No, they are not ready to help, or at least not yesterday, when I gave the Geek Squad at my local Best Buy an opportunity to live up to its claims on the Best Buy website.

ProEthics had an emergency yesterday. Grace’s laptop, from which she runs our business, wouldn’t start; we couldn’t get the power to go on. We know we need to replace it because it is old and has been having hiccups more frequently recently, but the end-of-year cash flow being what it is, were hoping to deal with the issue in January. My son has the magic touch regarding all forms of technology and anything mechanical, but he was at work, and I decided that we should deal with the crisis without interfering with his life. My neighbor has maintained a Geek Squad service contract for many years (though her computer needs do not involve a business), so I decided to give them a try.

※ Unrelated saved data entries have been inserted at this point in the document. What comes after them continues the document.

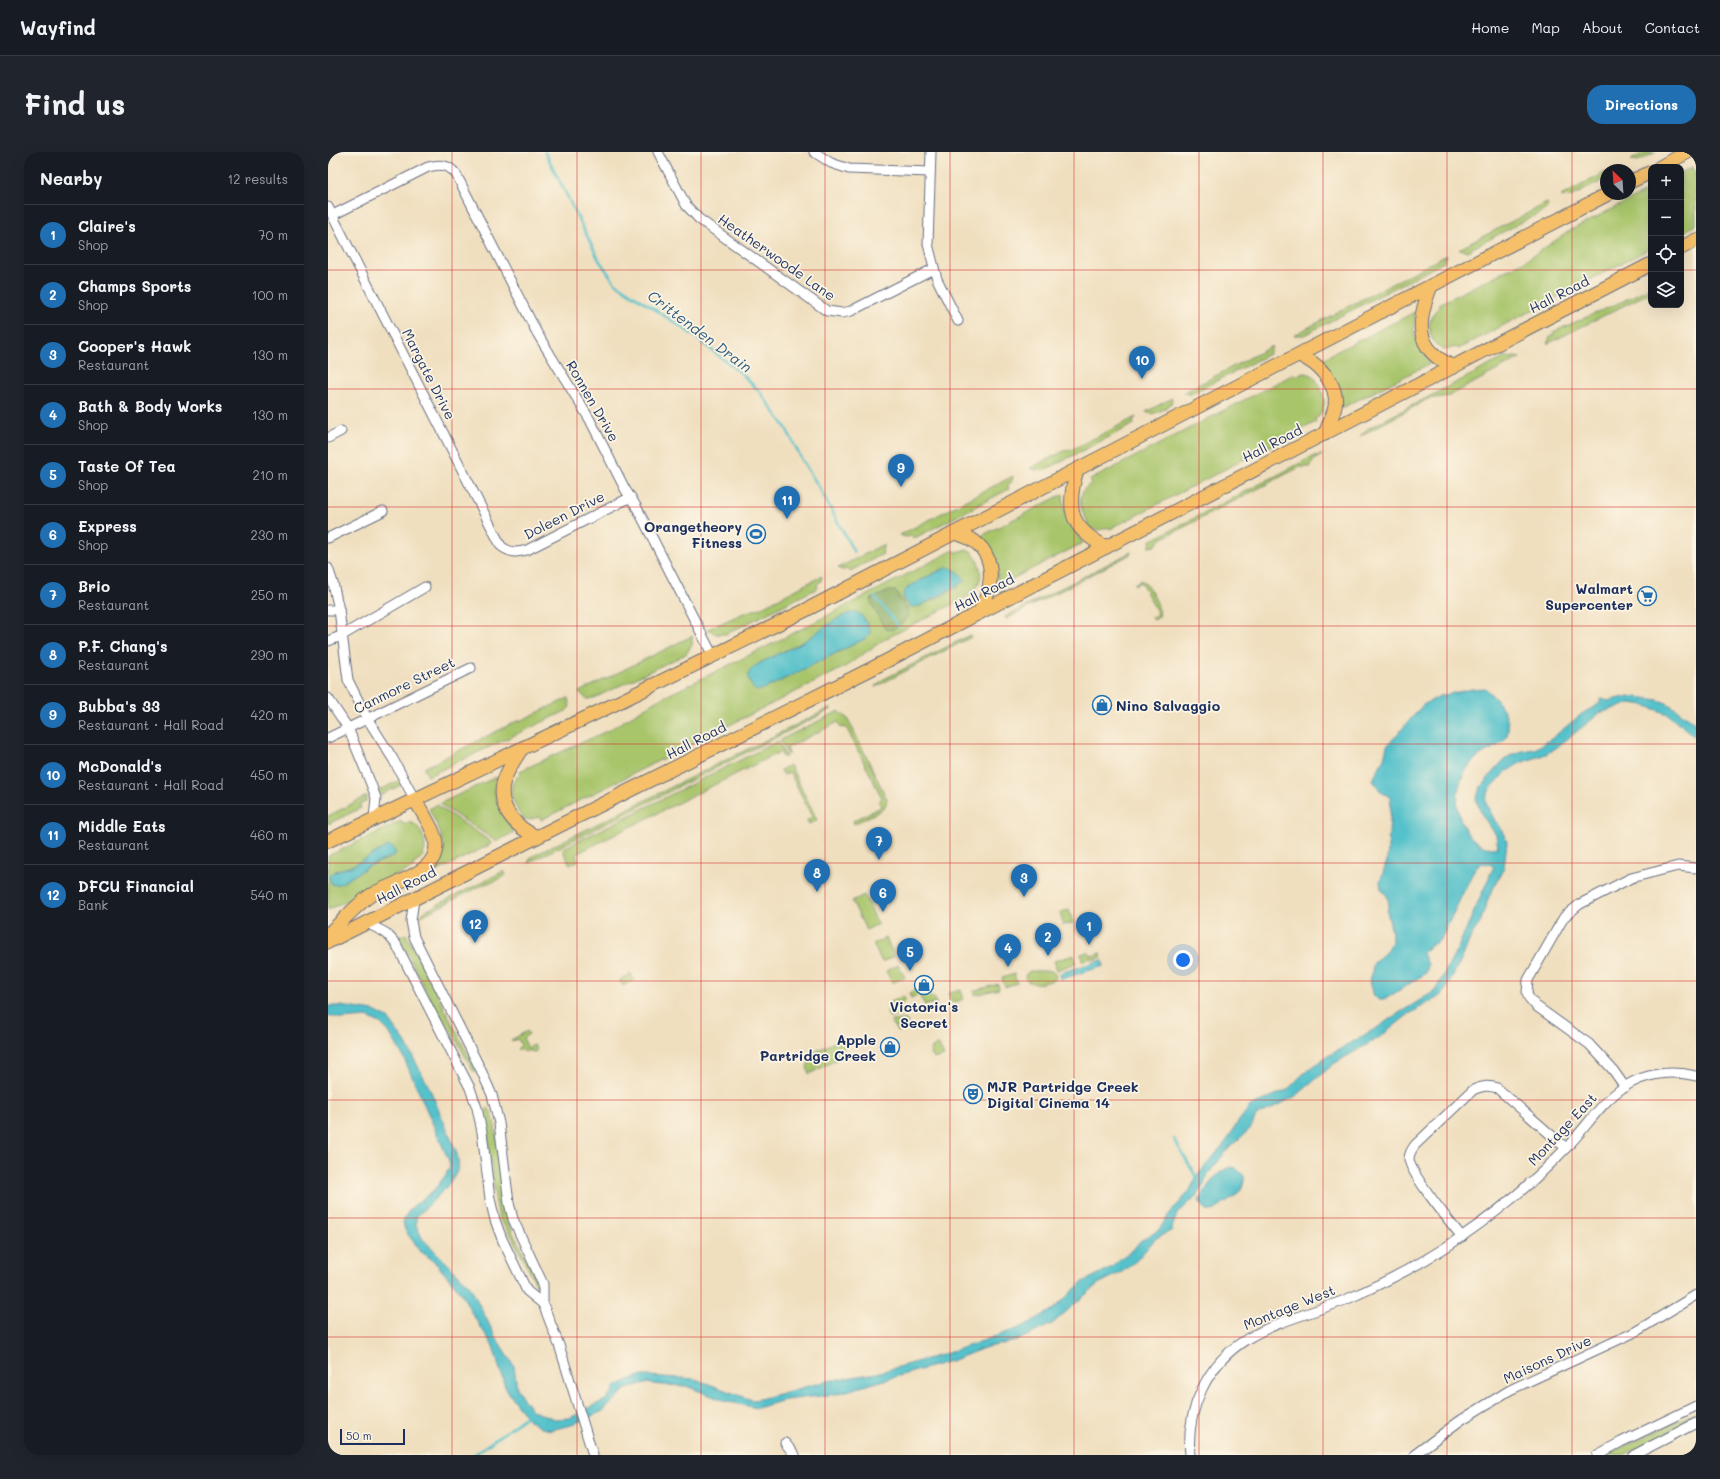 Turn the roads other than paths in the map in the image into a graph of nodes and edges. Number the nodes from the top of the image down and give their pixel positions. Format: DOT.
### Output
graph roads {
  1 [pos="658,152"];
  2 [pos="814,152"];
  3 [pos="931,152"];
  4 [pos="1688,152"];
  5 [pos="1666,164"];
  6 [pos="930,172"];
  7 [pos="1648,173"];
  8 [pos="1636,179"];
  9 [pos="1600,198"];
  10 [pos="328,206"];
  11 [pos="332,215"];
  12 [pos="1696,240"];
  13 [pos="1684,246"];
  14 [pos="1648,266"];
  15 [pos="933,269"];
  16 [pos="1431,286"];
  17 [pos="958,321"];
  18 [pos="1299,355"];
  19 [pos="1454,367"];
  20 [pos="341,431"];
  21 [pos="1324,434"];
  22 [pos="328,438"];
  23 [pos="1077,470"];
  24 [pos="631,497"];
  25 [pos="383,511"];
  26 [pos="954,533"];
  27 [pos="328,538"];
  28 [pos="1106,547"];
  29 [pos="508,551"];
  30 [pos="328,568"];
  31 [pos="425,587"];
  32 [pos="328,610"];
  33 [pos="339,610"];
  34 [pos="979,613"];
  35 [pos="342,636"];
  36 [pos="328,641"];
  37 [pos="713,656"];
  38 [pos="471,668"];
  39 [pos="328,698"];
  40 [pos="367,718"];
  41 [pos="348,728"];
  42 [pos="328,738"];
  43 [pos="522,748"];
  44 [pos="414,800"];
  45 [pos="374,818"];
  46 [pos="537,837"];
  47 [pos="328,841"];
  48 [pos="1696,868"];
  49 [pos="414,899"];
  50 [pos="367,923"];
  51 [pos="328,934"];
  52 [pos="328,942"];
  53 [pos="1696,1076"];
  54 [pos="1625,1087"];
  55 [pos="1566,1148"];
  56 [pos="1462,1237"];
  57 [pos="1696,1296"];
  58 [pos="543,1304"];
  59 [pos="1696,1406"];
  60 [pos="1696,1423"];
  61 [pos="786,1443"];
  62 [pos="593,1455"];
  63 [pos="795,1455"];
  64 [pos="1190,1455"];
  65 [pos="1414,1455"];
  66 [pos="1597,1455"];
  67 [pos="1634,1455"];
  1 -- 15 [label="street, Heatherwoode Lane"];
  2 -- 6 [label="street"];
  3 -- 6 [label="street"];
  4 -- 5 [label="highway"];
  6 -- 15 [label="street"];
  7 -- 8 [label="highway"];
  9 -- 16 [label="highway"];
  10 -- 11 [label="street, Margate Drive"];
  11 -- 24 [label="street, Ronnen Drive"];
  11 -- 29 [label="street, Margate Drive"];
  12 -- 13 [label="highway"];
  14 -- 19 [label="highway, Hall Road"];
  15 -- 17 [label="street"];
  16 -- 18 [label="highway"];
  16 -- 19 [label="highway"];
  18 -- 21 [label="highway"];
  18 -- 23 [label="highway"];
  19 -- 21 [label="highway, Hall Road"];
  20 -- 22 [label="street"];
  21 -- 28 [label="highway, Hall Road"];
  23 -- 26 [label="highway"];
  23 -- 28 [label="highway"];
  24 -- 29 [label="street, Doleen Drive"];
  24 -- 37 [label="street, Ronnen Drive"];
  25 -- 27 [label="street"];
  26 -- 34 [label="highway"];
  26 -- 37 [label="highway"];
  28 -- 34 [label="highway, Hall Road"];
  30 -- 33 [label="street"];
  31 -- 35 [label="street"];
  32 -- 33 [label="street"];
  33 -- 35 [label="street"];
  34 -- 46 [label="highway, Hall Road"];
  35 -- 36 [label="street"];
  35 -- 40 [label="street"];
  37 -- 43 [label="highway"];
  38 -- 40 [label="street, Canmore Street"];
  39 -- 41 [label="street"];
  40 -- 41 [label="street, Canmore Street"];
  40 -- 44 [label="street"];
  41 -- 42 [label="street, Canmore Street"];
  41 -- 45 [label="street"];
  43 -- 44 [label="highway"];
  43 -- 46 [label="highway"];
  44 -- 45 [label="highway"];
  44 -- 51 [label="highway"];
  45 -- 47 [label="highway"];
  46 -- 49 [label="highway, Hall Road"];
  48 -- 54 [label="street"];
  49 -- 50 [label="highway, Hall Road"];
  49 -- 58 [label="street"];
  50 -- 52 [label="highway, Hall Road"];
  50 -- 58 [label="street"];
  53 -- 54 [label="street, Montage East"];
  54 -- 55 [label="street, Montage East"];
  55 -- 56 [label="street, Montage East"];
  55 -- 56 [label="street"];
  56 -- 64 [label="street, Montage West"];
  57 -- 65 [label="street, Maisons Drive"];
  58 -- 62 [label="street"];
  59 -- 66 [label="street"];
  60 -- 67 [label="street"];
  61 -- 63 [label="street"];
} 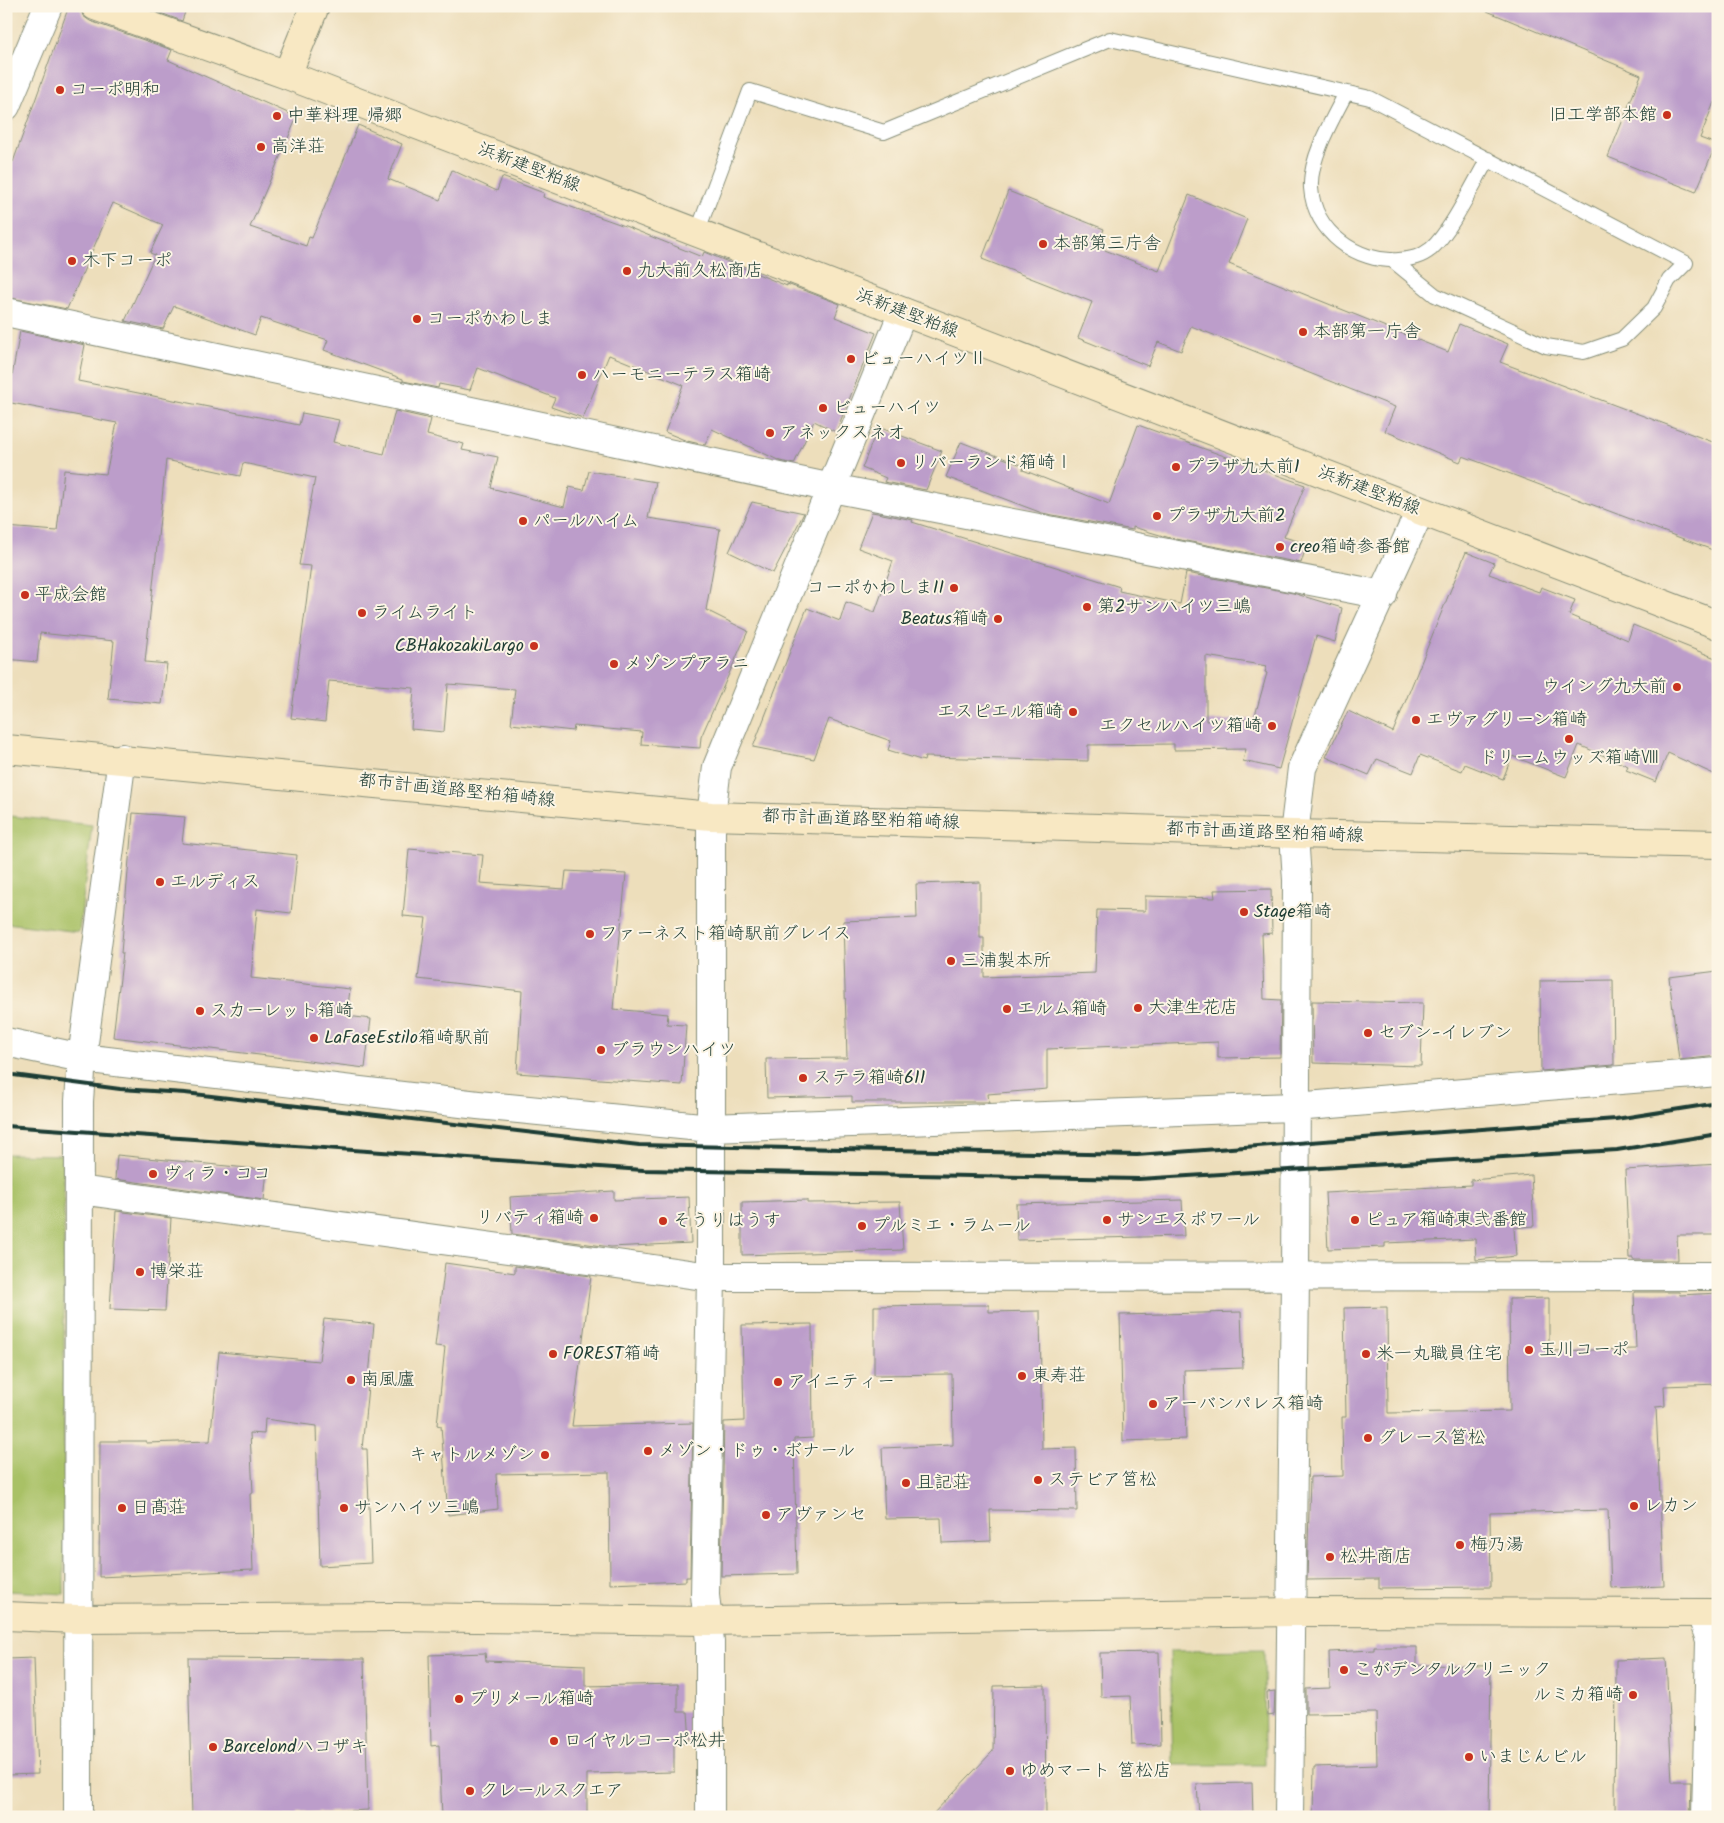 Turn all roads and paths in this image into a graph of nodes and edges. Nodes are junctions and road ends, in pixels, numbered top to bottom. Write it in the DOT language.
graph roads {
  1 [pos="48,6"];
  2 [pos="95,6"];
  3 [pos="315,6"];
  4 [pos="287,75"];
  5 [pos="1346,93"];
  6 [pos="6,106"];
  7 [pos="1488,159"];
  8 [pos="698,233"];
  9 [pos="1392,260"];
  10 [pos="6,312"];
  11 [pos="903,312"];
  12 [pos="832,488"];
  13 [pos="1420,511"];
  14 [pos="1383,595"];
  15 [pos="1718,625"];
  16 [pos="6,748"];
  17 [pos="122,758"];
  18 [pos="711,816"];
  19 [pos="1294,834"];
  20 [pos="1718,844"];
  21 [pos="6,1042"];
  22 [pos="82,1058"];
  23 [pos="1718,1072"];
  24 [pos="1294,1107"];
  25 [pos="711,1128"];
  26 [pos="79,1190"];
  27 [pos="1718,1276"];
  28 [pos="711,1277"];
  29 [pos="1296,1277"];
  30 [pos="1292,1612"];
  31 [pos="1710,1613"];
  32 [pos="6,1616"];
  33 [pos="77,1619"];
  34 [pos="706,1621"];
  35 [pos="78,1817"];
  36 [pos="710,1817"];
  37 [pos="1289,1817"];
  38 [pos="1706,1817"];
  1 -- 6 [label="street"];
  2 -- 4 [label="street, 浜新建堅粕線"];
  3 -- 4 [label="street"];
  4 -- 8 [label="street, 浜新建堅粕線"];
  5 -- 7 [label="lane"];
  5 -- 8 [label="lane"];
  5 -- 9 [label="lane"];
  7 -- 9 [label="lane"];
  7 -- 9 [label="lane"];
  8 -- 11 [label="street, 浜新建堅粕線"];
  10 -- 12 [label="street"];
  11 -- 12 [label="street"];
  11 -- 13 [label="street, 浜新建堅粕線"];
  12 -- 14 [label="street"];
  12 -- 18 [label="street"];
  13 -- 14 [label="street"];
  13 -- 15 [label="street, 浜新建堅粕線"];
  14 -- 19 [label="street"];
  16 -- 17 [label="street, 都市計画道路堅粕箱崎線"];
  17 -- 18 [label="street, 都市計画道路堅粕箱崎線"];
  17 -- 22 [label="street"];
  18 -- 19 [label="street, 都市計画道路堅粕箱崎線"];
  18 -- 25 [label="street"];
  19 -- 20 [label="street, 都市計画道路堅粕箱崎線"];
  19 -- 24 [label="street"];
  21 -- 22 [label="street"];
  22 -- 25 [label="street"];
  22 -- 26 [label="street"];
  23 -- 24 [label="street"];
  24 -- 25 [label="street"];
  24 -- 29 [label="street"];
  25 -- 28 [label="street"];
  26 -- 28 [label="street"];
  26 -- 33 [label="street"];
  27 -- 29 [label="street"];
  28 -- 29 [label="street"];
  28 -- 34 [label="street"];
  29 -- 30 [label="street"];
  30 -- 31 [label="street"];
  30 -- 34 [label="street"];
  30 -- 37 [label="street"];
  31 -- 38 [label="street"];
  32 -- 33 [label="street"];
  33 -- 34 [label="street"];
  33 -- 35 [label="street"];
  34 -- 36 [label="street"];
} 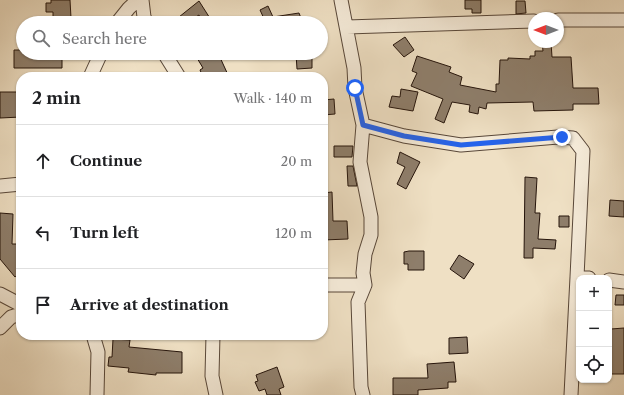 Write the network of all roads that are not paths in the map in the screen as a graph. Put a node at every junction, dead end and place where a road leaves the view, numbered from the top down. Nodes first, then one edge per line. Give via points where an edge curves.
1 (138, 0) edge
2 (142, 0) edge
3 (341, 0) edge
4 (123, 16) edge
5 (144, 16) edge
6 (564, 20) edge
7 (624, 20) edge
8 (528, 21) edge
9 (347, 27) junction
10 (98, 60) edge
11 (168, 60) edge
12 (92, 72) edge
13 (176, 72) edge
14 (363, 125) junction
15 (16, 184) edge
16 (0, 186) edge
17 (583, 275) edge
18 (612, 280) edge
19 (624, 282) edge
20 (328, 285) edge
21 (365, 285) junction
22 (0, 294) edge
23 (16, 302) edge
24 (580, 311) edge
25 (16, 316) edge
26 (0, 328) edge
27 (94, 340) edge
28 (213, 340) edge
29 (97, 395) edge
30 (216, 395) edge
31 (363, 395) edge
32 (571, 395) edge

1 - 4 street
2 - 5 street
3 - 9 street
6 - 7 street
8 - 9 street
9 - 14 street
10 - 12 street
11 - 13 street
14 - 17 street via 443,144 573,138 583,151
14 - 21 street via 360,162 371,223 371,236 365,254
15 - 16 street
18 - 19 street
20 - 21 street
21 - 31 street via 358,302
22 - 23 street
24 - 32 street
25 - 26 street
27 - 29 street via 98,352
28 - 30 street via 212,376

A corner of the local Best Buy is devoted to the computer repair and service company, which they acquired some time ago.

There was a bad omen at the start: two people were waiting, and no one was behind the counter. “She said she’ll be back in a minute,” one of the customers told me. As you know, almost every establishment, doctor’s office, restaurant and retail business is understaffed now, thanks to foolish minimum wage increases and businesses trying to keep costs down with epic inflation by hiring fewer employees. Customer service is virtually extinct. Best Buy, which once was notable for its plethora of employees on the floor who could answer questions and guide you through your visit, has now joined the trend.

When the Geek Squad staff member on counter duty returned, it was not a smiling man or a women professionally dressed in the Squad uniform pictured, but a strutting young lady with her hair in a durag with some kind of big bow on top. She had false eyelashes so thick and long that she appeared to be in party attire, with extreme make-up.

Well, heck….I decided that if Geek Squad felt she was a computer expert, she was a computer expert. I tried to explain my problem, including that my business relied on this laptop and that trying to get it working was crucial, but she cut me off saying, “Well let’s plug this in and see if it starts.” As I tried to say, “Yeah, it’s been plugged in all morning and it won’t…” she left the counter again, leaving me gaping like a fish. She returned in about five minutes, saw no sign of life and said, “It’s dead, sir. You need to buy a new computer. They’re over there…” She started to leave again. I said, “Wait. I told you this was an emergency. If I buy a new computer, I need you to transfer the data from this one.” “We can do that, but it’s going to take two to four days,” she said. “As I said, this is an emergency,” I replied. “Can’t you do the job faster than that?”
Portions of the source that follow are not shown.